* _Problem requirements_
Scan the material below for the word "Чырвонаармейская", then copy every line in which it appears.

○ ○ ○ ○ ○ ○ ○

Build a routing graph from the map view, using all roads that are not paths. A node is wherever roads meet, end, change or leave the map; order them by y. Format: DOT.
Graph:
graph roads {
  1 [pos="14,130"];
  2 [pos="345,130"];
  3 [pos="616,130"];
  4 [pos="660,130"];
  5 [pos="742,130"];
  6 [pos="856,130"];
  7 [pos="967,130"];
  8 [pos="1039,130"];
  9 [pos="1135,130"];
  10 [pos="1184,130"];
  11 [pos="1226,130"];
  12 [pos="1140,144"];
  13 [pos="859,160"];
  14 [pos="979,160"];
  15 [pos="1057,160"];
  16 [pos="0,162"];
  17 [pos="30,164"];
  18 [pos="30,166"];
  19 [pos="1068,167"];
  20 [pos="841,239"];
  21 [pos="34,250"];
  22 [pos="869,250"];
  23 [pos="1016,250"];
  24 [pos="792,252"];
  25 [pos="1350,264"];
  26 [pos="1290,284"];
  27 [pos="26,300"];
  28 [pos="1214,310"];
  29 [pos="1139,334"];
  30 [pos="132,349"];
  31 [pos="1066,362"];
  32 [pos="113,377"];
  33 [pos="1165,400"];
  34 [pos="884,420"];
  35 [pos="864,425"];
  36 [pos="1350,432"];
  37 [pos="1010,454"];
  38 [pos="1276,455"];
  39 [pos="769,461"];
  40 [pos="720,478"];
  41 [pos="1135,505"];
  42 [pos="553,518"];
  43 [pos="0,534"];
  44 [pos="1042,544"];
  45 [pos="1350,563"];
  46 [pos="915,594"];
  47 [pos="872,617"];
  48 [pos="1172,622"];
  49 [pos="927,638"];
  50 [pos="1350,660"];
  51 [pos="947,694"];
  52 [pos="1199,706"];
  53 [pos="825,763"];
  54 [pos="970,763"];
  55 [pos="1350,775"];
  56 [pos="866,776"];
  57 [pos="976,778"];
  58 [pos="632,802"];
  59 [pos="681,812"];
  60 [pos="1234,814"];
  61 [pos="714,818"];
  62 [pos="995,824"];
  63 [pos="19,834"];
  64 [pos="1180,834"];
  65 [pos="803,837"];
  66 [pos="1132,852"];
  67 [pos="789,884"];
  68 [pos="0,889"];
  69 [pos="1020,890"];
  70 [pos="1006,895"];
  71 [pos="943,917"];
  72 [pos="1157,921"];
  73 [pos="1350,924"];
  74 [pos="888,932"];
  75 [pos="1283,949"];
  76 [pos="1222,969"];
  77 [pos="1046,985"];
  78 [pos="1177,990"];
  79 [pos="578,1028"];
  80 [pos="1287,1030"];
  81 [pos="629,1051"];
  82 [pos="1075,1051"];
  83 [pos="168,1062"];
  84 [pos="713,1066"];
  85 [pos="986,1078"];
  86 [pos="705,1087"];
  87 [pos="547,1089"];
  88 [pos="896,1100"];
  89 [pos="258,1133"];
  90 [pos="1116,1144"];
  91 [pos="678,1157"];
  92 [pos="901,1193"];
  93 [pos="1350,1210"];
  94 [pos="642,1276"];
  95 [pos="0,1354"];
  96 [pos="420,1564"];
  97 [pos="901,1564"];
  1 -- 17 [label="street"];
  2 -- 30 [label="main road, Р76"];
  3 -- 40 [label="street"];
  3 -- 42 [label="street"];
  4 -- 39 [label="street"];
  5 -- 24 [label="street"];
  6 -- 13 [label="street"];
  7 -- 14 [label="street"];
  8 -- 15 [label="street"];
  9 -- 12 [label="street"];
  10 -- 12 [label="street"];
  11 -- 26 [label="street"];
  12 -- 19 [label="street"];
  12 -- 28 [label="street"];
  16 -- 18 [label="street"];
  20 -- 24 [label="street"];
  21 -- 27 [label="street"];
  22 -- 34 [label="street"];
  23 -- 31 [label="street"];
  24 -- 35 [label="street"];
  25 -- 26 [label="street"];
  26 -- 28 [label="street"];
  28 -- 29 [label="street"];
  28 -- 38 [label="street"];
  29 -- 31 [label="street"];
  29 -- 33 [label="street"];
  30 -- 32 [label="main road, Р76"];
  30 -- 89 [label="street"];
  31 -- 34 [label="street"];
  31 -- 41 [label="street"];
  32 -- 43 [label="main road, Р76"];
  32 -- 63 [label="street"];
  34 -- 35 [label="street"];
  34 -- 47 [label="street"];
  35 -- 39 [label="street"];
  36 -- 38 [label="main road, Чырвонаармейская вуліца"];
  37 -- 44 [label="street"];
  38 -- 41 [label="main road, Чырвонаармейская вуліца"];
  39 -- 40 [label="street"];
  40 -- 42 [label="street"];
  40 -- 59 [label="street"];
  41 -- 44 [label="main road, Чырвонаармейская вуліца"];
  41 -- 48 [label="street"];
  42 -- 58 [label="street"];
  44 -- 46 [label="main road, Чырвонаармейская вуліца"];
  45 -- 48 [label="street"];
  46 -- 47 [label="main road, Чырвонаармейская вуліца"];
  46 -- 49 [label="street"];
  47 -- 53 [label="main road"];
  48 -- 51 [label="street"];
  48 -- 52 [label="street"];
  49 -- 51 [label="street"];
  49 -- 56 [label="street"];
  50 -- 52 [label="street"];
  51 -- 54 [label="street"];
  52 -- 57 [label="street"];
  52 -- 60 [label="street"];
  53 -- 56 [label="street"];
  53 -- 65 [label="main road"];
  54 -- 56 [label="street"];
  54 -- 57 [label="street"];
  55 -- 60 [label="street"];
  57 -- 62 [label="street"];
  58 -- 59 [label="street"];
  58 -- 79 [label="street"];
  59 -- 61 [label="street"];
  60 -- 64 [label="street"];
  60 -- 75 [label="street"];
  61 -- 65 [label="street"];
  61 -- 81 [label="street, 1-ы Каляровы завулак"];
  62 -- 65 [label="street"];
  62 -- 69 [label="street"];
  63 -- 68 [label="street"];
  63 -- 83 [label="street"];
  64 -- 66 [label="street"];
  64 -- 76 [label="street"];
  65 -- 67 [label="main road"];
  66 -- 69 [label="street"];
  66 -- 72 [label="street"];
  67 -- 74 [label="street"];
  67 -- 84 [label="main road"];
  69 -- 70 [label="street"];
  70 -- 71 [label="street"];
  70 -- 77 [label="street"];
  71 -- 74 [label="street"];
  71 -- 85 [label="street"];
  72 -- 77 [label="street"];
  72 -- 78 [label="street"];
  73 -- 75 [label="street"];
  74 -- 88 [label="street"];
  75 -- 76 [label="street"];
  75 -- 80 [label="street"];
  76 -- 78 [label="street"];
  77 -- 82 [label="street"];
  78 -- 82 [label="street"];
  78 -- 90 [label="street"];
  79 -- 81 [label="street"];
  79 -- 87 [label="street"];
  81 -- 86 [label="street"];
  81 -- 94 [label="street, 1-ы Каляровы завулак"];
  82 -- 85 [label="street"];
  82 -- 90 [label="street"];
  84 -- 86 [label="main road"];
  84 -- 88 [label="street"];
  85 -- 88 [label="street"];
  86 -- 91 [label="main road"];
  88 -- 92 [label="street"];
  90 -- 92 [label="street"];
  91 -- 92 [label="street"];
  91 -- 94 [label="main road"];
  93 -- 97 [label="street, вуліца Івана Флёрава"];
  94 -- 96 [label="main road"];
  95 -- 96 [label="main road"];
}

○ ○ ○ ○ ○ ○ ○

* _Written reply_
  36 -- 38 [label="main road, Чырвонаармейская вуліца"];
  38 -- 41 [label="main road, Чырвонаармейская вуліца"];
  41 -- 44 [label="main road, Чырвонаармейская вуліца"];
  44 -- 46 [label="main road, Чырвонаармейская вуліца"];
  46 -- 47 [label="main road, Чырвонаармейская вуліца"];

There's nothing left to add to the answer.